-- What the task asks --
An exact reproduction of all the entries below is required.

Saved entries:
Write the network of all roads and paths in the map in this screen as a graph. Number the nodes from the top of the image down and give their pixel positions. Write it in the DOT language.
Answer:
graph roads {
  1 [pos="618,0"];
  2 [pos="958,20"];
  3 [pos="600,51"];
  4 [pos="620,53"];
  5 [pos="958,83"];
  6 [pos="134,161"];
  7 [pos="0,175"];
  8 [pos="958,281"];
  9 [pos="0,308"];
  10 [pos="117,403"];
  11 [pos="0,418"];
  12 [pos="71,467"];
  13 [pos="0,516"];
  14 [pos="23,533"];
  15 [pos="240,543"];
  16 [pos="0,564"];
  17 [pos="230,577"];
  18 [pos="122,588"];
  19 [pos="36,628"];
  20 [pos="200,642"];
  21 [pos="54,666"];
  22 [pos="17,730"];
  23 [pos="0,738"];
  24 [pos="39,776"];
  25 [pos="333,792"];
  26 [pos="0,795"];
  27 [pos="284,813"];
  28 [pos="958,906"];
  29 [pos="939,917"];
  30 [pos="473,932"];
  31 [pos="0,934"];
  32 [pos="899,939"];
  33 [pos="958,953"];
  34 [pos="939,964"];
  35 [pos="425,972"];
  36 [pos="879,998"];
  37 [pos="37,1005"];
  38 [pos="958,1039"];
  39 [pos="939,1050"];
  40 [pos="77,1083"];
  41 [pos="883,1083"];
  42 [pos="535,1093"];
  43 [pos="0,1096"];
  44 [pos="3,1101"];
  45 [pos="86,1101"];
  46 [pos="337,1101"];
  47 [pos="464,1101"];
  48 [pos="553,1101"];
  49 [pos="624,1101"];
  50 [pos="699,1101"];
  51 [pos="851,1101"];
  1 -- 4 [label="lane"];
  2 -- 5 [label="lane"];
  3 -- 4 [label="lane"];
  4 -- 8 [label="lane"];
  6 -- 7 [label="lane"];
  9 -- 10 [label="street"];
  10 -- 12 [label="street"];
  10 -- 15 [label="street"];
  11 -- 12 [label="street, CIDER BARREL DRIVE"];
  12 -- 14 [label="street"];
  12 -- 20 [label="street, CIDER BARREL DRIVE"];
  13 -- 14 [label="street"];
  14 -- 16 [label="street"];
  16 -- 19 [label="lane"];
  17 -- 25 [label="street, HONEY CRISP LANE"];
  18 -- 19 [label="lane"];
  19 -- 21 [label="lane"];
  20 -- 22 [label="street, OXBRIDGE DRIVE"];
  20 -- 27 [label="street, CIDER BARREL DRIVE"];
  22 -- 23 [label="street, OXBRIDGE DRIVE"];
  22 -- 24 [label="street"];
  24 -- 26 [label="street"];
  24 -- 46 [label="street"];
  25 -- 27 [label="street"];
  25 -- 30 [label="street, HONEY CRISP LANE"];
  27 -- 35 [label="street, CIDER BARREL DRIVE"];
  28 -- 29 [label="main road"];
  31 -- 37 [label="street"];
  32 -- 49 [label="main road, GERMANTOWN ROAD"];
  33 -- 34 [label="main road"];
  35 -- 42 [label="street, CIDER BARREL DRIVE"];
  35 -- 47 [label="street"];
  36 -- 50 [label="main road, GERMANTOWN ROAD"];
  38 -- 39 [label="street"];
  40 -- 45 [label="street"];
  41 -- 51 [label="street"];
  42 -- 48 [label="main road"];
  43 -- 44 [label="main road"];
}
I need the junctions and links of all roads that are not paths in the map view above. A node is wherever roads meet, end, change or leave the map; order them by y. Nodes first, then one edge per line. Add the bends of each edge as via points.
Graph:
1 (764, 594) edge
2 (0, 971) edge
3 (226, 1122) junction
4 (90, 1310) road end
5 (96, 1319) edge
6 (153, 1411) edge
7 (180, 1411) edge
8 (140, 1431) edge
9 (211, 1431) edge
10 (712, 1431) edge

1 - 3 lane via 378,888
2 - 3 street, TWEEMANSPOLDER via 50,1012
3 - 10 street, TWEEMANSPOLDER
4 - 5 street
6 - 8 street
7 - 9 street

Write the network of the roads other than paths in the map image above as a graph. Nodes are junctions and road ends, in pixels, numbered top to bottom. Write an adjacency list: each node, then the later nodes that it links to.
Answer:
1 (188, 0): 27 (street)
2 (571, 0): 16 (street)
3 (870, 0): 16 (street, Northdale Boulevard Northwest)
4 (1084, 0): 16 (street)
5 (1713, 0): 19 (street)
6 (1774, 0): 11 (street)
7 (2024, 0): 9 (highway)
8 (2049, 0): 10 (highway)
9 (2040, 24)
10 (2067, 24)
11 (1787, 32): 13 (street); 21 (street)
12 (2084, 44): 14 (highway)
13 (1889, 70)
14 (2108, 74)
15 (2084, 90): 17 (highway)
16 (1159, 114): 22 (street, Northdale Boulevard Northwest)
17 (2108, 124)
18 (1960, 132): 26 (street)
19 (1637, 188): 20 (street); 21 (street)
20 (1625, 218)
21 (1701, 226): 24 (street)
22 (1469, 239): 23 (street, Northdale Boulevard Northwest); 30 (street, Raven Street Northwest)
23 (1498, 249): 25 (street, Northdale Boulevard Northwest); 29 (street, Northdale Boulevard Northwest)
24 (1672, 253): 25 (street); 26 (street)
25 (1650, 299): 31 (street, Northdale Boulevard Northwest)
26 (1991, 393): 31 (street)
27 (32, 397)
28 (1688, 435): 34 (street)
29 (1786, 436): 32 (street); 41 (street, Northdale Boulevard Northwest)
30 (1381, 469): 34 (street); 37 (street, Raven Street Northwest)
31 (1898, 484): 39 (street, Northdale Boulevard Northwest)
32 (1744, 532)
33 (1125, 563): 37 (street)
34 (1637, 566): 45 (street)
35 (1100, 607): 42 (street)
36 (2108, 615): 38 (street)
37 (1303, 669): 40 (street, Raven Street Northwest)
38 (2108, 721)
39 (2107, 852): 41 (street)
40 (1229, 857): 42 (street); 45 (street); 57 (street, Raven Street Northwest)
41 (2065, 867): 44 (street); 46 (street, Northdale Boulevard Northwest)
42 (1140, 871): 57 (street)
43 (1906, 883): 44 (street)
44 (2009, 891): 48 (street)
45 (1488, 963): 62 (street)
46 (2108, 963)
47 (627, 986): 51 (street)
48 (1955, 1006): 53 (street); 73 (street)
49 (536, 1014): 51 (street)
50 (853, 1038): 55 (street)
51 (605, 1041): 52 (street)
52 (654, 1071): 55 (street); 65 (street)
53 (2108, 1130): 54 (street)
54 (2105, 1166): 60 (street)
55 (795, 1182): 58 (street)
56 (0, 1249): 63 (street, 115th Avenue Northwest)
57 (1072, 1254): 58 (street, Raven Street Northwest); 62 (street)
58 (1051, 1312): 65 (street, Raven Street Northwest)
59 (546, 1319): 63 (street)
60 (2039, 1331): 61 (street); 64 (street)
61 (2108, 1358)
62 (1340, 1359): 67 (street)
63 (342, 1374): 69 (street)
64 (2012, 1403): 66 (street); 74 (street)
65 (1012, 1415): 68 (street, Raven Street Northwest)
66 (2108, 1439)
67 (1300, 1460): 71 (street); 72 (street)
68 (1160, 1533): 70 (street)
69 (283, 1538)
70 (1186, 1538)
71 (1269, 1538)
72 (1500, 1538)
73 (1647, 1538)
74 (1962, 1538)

-- Answer below --
Write the network of all roads and paths in the map in this screen as a graph. Number the nodes from the top of the image down and give their pixel positions. Write it in the DOT language.
Answer:
graph roads {
  1 [pos="618,0"];
  2 [pos="958,20"];
  3 [pos="600,51"];
  4 [pos="620,53"];
  5 [pos="958,83"];
  6 [pos="134,161"];
  7 [pos="0,175"];
  8 [pos="958,281"];
  9 [pos="0,308"];
  10 [pos="117,403"];
  11 [pos="0,418"];
  12 [pos="71,467"];
  13 [pos="0,516"];
  14 [pos="23,533"];
  15 [pos="240,543"];
  16 [pos="0,564"];
  17 [pos="230,577"];
  18 [pos="122,588"];
  19 [pos="36,628"];
  20 [pos="200,642"];
  21 [pos="54,666"];
  22 [pos="17,730"];
  23 [pos="0,738"];
  24 [pos="39,776"];
  25 [pos="333,792"];
  26 [pos="0,795"];
  27 [pos="284,813"];
  28 [pos="958,906"];
  29 [pos="939,917"];
  30 [pos="473,932"];
  31 [pos="0,934"];
  32 [pos="899,939"];
  33 [pos="958,953"];
  34 [pos="939,964"];
  35 [pos="425,972"];
  36 [pos="879,998"];
  37 [pos="37,1005"];
  38 [pos="958,1039"];
  39 [pos="939,1050"];
  40 [pos="77,1083"];
  41 [pos="883,1083"];
  42 [pos="535,1093"];
  43 [pos="0,1096"];
  44 [pos="3,1101"];
  45 [pos="86,1101"];
  46 [pos="337,1101"];
  47 [pos="464,1101"];
  48 [pos="553,1101"];
  49 [pos="624,1101"];
  50 [pos="699,1101"];
  51 [pos="851,1101"];
  1 -- 4 [label="lane"];
  2 -- 5 [label="lane"];
  3 -- 4 [label="lane"];
  4 -- 8 [label="lane"];
  6 -- 7 [label="lane"];
  9 -- 10 [label="street"];
  10 -- 12 [label="street"];
  10 -- 15 [label="street"];
  11 -- 12 [label="street, CIDER BARREL DRIVE"];
  12 -- 14 [label="street"];
  12 -- 20 [label="street, CIDER BARREL DRIVE"];
  13 -- 14 [label="street"];
  14 -- 16 [label="street"];
  16 -- 19 [label="lane"];
  17 -- 25 [label="street, HONEY CRISP LANE"];
  18 -- 19 [label="lane"];
  19 -- 21 [label="lane"];
  20 -- 22 [label="street, OXBRIDGE DRIVE"];
  20 -- 27 [label="street, CIDER BARREL DRIVE"];
  22 -- 23 [label="street, OXBRIDGE DRIVE"];
  22 -- 24 [label="street"];
  24 -- 26 [label="street"];
  24 -- 46 [label="street"];
  25 -- 27 [label="street"];
  25 -- 30 [label="street, HONEY CRISP LANE"];
  27 -- 35 [label="street, CIDER BARREL DRIVE"];
  28 -- 29 [label="main road"];
  31 -- 37 [label="street"];
  32 -- 49 [label="main road, GERMANTOWN ROAD"];
  33 -- 34 [label="main road"];
  35 -- 42 [label="street, CIDER BARREL DRIVE"];
  35 -- 47 [label="street"];
  36 -- 50 [label="main road, GERMANTOWN ROAD"];
  38 -- 39 [label="street"];
  40 -- 45 [label="street"];
  41 -- 51 [label="street"];
  42 -- 48 [label="main road"];
  43 -- 44 [label="main road"];
}
I need the junctions and links of all roads that are not paths in the map view above. A node is wherever roads meet, end, change or leave the map; order them by y. Nodes first, then one edge per line. Add the bends of each edge as via points.
Graph:
1 (764, 594) edge
2 (0, 971) edge
3 (226, 1122) junction
4 (90, 1310) road end
5 (96, 1319) edge
6 (153, 1411) edge
7 (180, 1411) edge
8 (140, 1431) edge
9 (211, 1431) edge
10 (712, 1431) edge

1 - 3 lane via 378,888
2 - 3 street, TWEEMANSPOLDER via 50,1012
3 - 10 street, TWEEMANSPOLDER
4 - 5 street
6 - 8 street
7 - 9 street

Write the network of the roads other than paths in the map image above as a graph. Nodes are junctions and road ends, in pixels, numbered top to bottom. Write an adjacency list: each node, then the later nodes that it links to.
Answer:
1 (188, 0): 27 (street)
2 (571, 0): 16 (street)
3 (870, 0): 16 (street, Northdale Boulevard Northwest)
4 (1084, 0): 16 (street)
5 (1713, 0): 19 (street)
6 (1774, 0): 11 (street)
7 (2024, 0): 9 (highway)
8 (2049, 0): 10 (highway)
9 (2040, 24)
10 (2067, 24)
11 (1787, 32): 13 (street); 21 (street)
12 (2084, 44): 14 (highway)
13 (1889, 70)
14 (2108, 74)
15 (2084, 90): 17 (highway)
16 (1159, 114): 22 (street, Northdale Boulevard Northwest)
17 (2108, 124)
18 (1960, 132): 26 (street)
19 (1637, 188): 20 (street); 21 (street)
20 (1625, 218)
21 (1701, 226): 24 (street)
22 (1469, 239): 23 (street, Northdale Boulevard Northwest); 30 (street, Raven Street Northwest)
23 (1498, 249): 25 (street, Northdale Boulevard Northwest); 29 (street, Northdale Boulevard Northwest)
24 (1672, 253): 25 (street); 26 (street)
25 (1650, 299): 31 (street, Northdale Boulevard Northwest)
26 (1991, 393): 31 (street)
27 (32, 397)
28 (1688, 435): 34 (street)
29 (1786, 436): 32 (street); 41 (street, Northdale Boulevard Northwest)
30 (1381, 469): 34 (street); 37 (street, Raven Street Northwest)
31 (1898, 484): 39 (street, Northdale Boulevard Northwest)
32 (1744, 532)
33 (1125, 563): 37 (street)
34 (1637, 566): 45 (street)
35 (1100, 607): 42 (street)
36 (2108, 615): 38 (street)
37 (1303, 669): 40 (street, Raven Street Northwest)
38 (2108, 721)
39 (2107, 852): 41 (street)
40 (1229, 857): 42 (street); 45 (street); 57 (street, Raven Street Northwest)
41 (2065, 867): 44 (street); 46 (street, Northdale Boulevard Northwest)
42 (1140, 871): 57 (street)
43 (1906, 883): 44 (street)
44 (2009, 891): 48 (street)
45 (1488, 963): 62 (street)
46 (2108, 963)
47 (627, 986): 51 (street)
48 (1955, 1006): 53 (street); 73 (street)
49 (536, 1014): 51 (street)
50 (853, 1038): 55 (street)
51 (605, 1041): 52 (street)
52 (654, 1071): 55 (street); 65 (street)
53 (2108, 1130): 54 (street)
54 (2105, 1166): 60 (street)
55 (795, 1182): 58 (street)
56 (0, 1249): 63 (street, 115th Avenue Northwest)
57 (1072, 1254): 58 (street, Raven Street Northwest); 62 (street)
58 (1051, 1312): 65 (street, Raven Street Northwest)
59 (546, 1319): 63 (street)
60 (2039, 1331): 61 (street); 64 (street)
61 (2108, 1358)
62 (1340, 1359): 67 (street)
63 (342, 1374): 69 (street)
64 (2012, 1403): 66 (street); 74 (street)
65 (1012, 1415): 68 (street, Raven Street Northwest)
66 (2108, 1439)
67 (1300, 1460): 71 (street); 72 (street)
68 (1160, 1533): 70 (street)
69 (283, 1538)
70 (1186, 1538)
71 (1269, 1538)
72 (1500, 1538)
73 (1647, 1538)
74 (1962, 1538)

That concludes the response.